Y sin embargo, ahí a la vuelta de tu esquina, se libra una guerra sin cuartel por la apropiación del espacio público, que todavía ni la sociedad ni la política pusieron en agenda. Bares, restaurantes, clases de gimnasia, cumpleaños infantiles, feriantes, todos nos disputamos cada milímetro del poco espacio público verde que aún nos queda en la ciudad. Una guerra de apropiadores privados que parece folklórica y pintoresca, pero que en el fondo esconde la desnaturalización completa de la función ambiental y social que debería cumplir el espacio público. En los parques también estamos precarizados; arrinconados por una lógica mercantil desbocada que se despliega sobre la impotencia operativa del estado y la parálisis analítica y creativa de la política. Y en el medio, la sociedad, que mira perpleja el caos, pero por si acaso mientras lo consume vorazmente.

En el extremo de esa indolencia, quizás como condensación más luminosa de la precariedad y la intemperie que nos atraviesa, en pleno tejido urbano, cerca de los jardines donde van nuestros hijos, sobrinos o hermanos, decenas de cementerios de autos abandonados vienen contaminando las napas y la calidad del escaso suelo disponible que el entramado inmobiliario aún deja en pie. No nos bañan en glifosato -todavía no nos bañan en glifosato- pero no están demasiado lejos de convidarnos un gatorade de plomo.

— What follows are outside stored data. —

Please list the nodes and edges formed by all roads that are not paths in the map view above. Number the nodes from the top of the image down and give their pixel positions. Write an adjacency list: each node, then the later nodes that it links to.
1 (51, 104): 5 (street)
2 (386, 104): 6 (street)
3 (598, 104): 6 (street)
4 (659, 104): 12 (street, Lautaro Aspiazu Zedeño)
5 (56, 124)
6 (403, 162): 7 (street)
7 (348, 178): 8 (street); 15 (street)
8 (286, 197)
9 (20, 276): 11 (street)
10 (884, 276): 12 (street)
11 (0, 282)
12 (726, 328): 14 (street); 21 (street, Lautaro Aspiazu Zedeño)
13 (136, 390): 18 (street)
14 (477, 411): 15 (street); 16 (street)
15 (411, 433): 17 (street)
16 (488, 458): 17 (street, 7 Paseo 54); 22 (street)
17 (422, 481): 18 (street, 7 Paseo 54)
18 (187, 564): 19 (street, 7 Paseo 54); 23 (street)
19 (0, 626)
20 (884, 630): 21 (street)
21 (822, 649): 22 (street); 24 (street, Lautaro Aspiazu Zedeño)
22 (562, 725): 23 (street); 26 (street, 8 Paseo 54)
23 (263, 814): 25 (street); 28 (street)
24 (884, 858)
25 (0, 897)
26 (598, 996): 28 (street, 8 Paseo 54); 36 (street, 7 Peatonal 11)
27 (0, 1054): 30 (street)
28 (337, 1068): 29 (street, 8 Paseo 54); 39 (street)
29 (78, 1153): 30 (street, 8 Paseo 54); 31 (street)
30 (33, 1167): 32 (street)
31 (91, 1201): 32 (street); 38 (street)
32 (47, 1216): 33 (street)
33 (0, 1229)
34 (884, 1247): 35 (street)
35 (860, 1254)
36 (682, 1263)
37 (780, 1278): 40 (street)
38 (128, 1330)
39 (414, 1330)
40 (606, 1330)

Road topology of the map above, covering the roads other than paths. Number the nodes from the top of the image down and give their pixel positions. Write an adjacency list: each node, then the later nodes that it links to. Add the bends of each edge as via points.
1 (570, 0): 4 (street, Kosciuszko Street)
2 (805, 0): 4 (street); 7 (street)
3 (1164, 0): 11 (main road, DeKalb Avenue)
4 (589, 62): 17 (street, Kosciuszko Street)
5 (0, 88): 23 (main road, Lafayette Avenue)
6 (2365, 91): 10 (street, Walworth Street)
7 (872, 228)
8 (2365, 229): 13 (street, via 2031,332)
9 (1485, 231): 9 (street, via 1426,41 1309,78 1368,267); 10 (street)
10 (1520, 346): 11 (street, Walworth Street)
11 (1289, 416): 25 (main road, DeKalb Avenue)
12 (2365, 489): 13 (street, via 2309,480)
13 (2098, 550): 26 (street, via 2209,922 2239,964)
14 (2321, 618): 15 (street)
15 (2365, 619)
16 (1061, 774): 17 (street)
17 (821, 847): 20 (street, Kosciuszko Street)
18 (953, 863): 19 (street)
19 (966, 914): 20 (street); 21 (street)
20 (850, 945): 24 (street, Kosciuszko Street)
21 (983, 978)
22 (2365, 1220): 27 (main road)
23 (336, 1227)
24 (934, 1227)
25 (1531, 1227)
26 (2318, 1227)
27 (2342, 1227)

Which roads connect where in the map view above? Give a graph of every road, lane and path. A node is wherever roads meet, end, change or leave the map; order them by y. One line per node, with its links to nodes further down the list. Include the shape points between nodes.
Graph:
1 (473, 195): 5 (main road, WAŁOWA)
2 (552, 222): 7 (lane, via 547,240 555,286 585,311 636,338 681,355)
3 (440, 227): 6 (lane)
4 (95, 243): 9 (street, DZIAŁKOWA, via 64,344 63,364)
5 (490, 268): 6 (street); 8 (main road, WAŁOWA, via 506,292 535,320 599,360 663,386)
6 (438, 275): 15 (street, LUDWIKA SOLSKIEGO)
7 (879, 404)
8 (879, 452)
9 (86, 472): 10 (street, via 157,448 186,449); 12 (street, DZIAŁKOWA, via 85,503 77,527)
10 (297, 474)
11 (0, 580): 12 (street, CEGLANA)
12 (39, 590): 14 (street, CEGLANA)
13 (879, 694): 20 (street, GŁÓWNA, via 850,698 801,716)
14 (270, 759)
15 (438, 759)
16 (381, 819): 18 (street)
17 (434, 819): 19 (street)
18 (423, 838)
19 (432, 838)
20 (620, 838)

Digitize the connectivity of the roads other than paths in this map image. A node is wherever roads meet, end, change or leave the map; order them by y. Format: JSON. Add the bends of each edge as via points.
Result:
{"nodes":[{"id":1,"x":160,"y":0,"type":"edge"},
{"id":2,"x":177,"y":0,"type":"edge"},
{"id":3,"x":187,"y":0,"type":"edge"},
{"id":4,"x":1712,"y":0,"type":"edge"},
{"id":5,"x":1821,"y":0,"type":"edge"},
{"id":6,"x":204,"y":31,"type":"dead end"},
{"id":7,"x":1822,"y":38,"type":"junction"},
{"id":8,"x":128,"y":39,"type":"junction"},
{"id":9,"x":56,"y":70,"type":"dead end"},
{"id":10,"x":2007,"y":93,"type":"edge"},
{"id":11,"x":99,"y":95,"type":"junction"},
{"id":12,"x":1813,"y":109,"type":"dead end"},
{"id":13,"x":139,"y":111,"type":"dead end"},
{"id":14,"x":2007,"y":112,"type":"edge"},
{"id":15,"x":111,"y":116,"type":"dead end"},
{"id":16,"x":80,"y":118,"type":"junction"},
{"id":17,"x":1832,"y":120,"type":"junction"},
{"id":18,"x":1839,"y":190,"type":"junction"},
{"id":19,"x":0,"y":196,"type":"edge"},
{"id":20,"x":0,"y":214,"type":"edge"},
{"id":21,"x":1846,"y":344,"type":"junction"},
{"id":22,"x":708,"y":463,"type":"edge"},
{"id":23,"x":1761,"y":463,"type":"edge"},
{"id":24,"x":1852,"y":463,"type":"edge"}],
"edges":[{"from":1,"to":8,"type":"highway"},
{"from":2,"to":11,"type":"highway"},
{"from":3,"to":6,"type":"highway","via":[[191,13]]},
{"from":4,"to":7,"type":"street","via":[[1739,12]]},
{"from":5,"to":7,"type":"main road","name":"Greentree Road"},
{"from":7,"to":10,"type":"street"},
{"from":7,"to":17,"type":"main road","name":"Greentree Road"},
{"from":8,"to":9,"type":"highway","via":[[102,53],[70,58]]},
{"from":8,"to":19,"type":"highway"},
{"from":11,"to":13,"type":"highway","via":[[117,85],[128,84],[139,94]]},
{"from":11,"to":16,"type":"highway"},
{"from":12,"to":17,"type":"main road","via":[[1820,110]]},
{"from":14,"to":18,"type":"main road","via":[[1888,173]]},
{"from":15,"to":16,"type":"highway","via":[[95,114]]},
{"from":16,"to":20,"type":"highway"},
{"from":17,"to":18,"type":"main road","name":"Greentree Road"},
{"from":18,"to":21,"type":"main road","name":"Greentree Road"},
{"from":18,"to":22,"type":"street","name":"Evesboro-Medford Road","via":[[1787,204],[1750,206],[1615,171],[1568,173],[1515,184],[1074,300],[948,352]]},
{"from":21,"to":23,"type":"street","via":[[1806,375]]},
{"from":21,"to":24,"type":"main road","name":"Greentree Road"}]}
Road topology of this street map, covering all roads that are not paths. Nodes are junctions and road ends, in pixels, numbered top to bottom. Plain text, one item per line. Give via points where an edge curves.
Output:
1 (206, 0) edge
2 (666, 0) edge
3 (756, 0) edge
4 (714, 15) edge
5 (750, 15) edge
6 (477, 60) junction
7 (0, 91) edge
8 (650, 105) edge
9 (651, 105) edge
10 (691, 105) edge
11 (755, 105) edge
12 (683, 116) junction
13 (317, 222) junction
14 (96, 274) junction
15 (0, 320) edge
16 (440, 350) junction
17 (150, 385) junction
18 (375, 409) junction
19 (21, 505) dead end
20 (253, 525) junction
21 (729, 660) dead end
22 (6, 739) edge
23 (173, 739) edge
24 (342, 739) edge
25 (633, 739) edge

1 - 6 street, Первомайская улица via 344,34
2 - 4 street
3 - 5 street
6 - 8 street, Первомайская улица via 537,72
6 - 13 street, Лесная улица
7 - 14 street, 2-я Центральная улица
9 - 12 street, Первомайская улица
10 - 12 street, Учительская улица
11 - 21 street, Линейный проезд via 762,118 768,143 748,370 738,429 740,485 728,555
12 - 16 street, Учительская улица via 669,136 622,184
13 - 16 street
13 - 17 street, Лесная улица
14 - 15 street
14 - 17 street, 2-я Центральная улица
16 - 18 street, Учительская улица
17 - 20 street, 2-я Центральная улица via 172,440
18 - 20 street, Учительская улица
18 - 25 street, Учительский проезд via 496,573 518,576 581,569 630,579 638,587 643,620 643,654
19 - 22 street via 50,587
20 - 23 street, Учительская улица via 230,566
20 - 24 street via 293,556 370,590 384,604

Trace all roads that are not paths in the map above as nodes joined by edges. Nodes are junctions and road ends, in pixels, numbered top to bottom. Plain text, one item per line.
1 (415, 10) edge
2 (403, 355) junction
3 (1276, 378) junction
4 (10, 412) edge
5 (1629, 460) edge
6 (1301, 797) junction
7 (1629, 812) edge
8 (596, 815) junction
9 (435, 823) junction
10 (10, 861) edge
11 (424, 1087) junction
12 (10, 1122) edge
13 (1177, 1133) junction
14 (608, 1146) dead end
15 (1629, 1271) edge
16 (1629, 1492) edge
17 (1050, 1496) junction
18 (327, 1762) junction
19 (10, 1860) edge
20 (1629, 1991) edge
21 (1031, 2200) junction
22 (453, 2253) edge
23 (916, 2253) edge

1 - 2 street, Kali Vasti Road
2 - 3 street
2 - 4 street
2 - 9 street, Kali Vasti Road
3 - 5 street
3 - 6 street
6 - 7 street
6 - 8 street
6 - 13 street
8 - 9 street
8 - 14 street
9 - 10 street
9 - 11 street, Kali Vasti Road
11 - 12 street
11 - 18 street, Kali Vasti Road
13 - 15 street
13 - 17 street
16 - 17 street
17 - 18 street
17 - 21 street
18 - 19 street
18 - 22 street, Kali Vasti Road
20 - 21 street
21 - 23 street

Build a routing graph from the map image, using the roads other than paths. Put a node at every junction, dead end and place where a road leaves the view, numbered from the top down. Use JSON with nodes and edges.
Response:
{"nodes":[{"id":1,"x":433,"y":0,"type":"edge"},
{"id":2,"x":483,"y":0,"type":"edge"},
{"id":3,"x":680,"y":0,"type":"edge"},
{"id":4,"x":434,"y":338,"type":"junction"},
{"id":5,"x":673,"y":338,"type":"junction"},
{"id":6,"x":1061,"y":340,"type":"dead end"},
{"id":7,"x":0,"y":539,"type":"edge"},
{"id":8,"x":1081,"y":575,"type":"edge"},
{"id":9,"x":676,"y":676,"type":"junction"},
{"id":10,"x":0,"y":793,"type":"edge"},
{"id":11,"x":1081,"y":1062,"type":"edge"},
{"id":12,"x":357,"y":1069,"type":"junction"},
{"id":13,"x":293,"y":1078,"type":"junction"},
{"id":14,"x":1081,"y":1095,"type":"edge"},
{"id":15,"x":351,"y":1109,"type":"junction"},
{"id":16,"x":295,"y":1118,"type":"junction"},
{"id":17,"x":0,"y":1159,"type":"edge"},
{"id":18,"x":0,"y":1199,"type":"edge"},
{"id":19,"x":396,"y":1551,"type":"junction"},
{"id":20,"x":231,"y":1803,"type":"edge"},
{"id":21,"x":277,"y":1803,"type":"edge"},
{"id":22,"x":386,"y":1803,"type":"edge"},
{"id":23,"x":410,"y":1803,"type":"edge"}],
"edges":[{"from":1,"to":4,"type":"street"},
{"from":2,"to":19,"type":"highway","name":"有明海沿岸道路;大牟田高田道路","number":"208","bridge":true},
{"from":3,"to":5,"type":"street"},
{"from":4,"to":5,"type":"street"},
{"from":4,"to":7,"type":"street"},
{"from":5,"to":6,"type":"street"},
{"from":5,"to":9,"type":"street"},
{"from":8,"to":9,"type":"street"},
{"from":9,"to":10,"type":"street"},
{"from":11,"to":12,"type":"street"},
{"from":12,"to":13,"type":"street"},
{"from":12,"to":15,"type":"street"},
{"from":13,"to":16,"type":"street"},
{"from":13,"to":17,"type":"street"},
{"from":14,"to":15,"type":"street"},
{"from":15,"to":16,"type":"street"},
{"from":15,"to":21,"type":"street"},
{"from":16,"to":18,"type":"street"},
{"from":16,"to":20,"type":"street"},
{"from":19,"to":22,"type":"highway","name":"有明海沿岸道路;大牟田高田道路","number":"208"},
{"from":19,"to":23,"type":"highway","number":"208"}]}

Desprotegidos y precarizados. A la intemperie. Sin centro, sin ancla. Girando como trompos. Atravesados por la transitoriedad. Una sociedad urbana de alquiler. Donde todo se transacciona y se disputa, el trabajo, el cuerpo, la vivienda, el espacio público. Acá en Buenos Aires. Y probablemente en todas las ciudades de este mundo patas para arriba.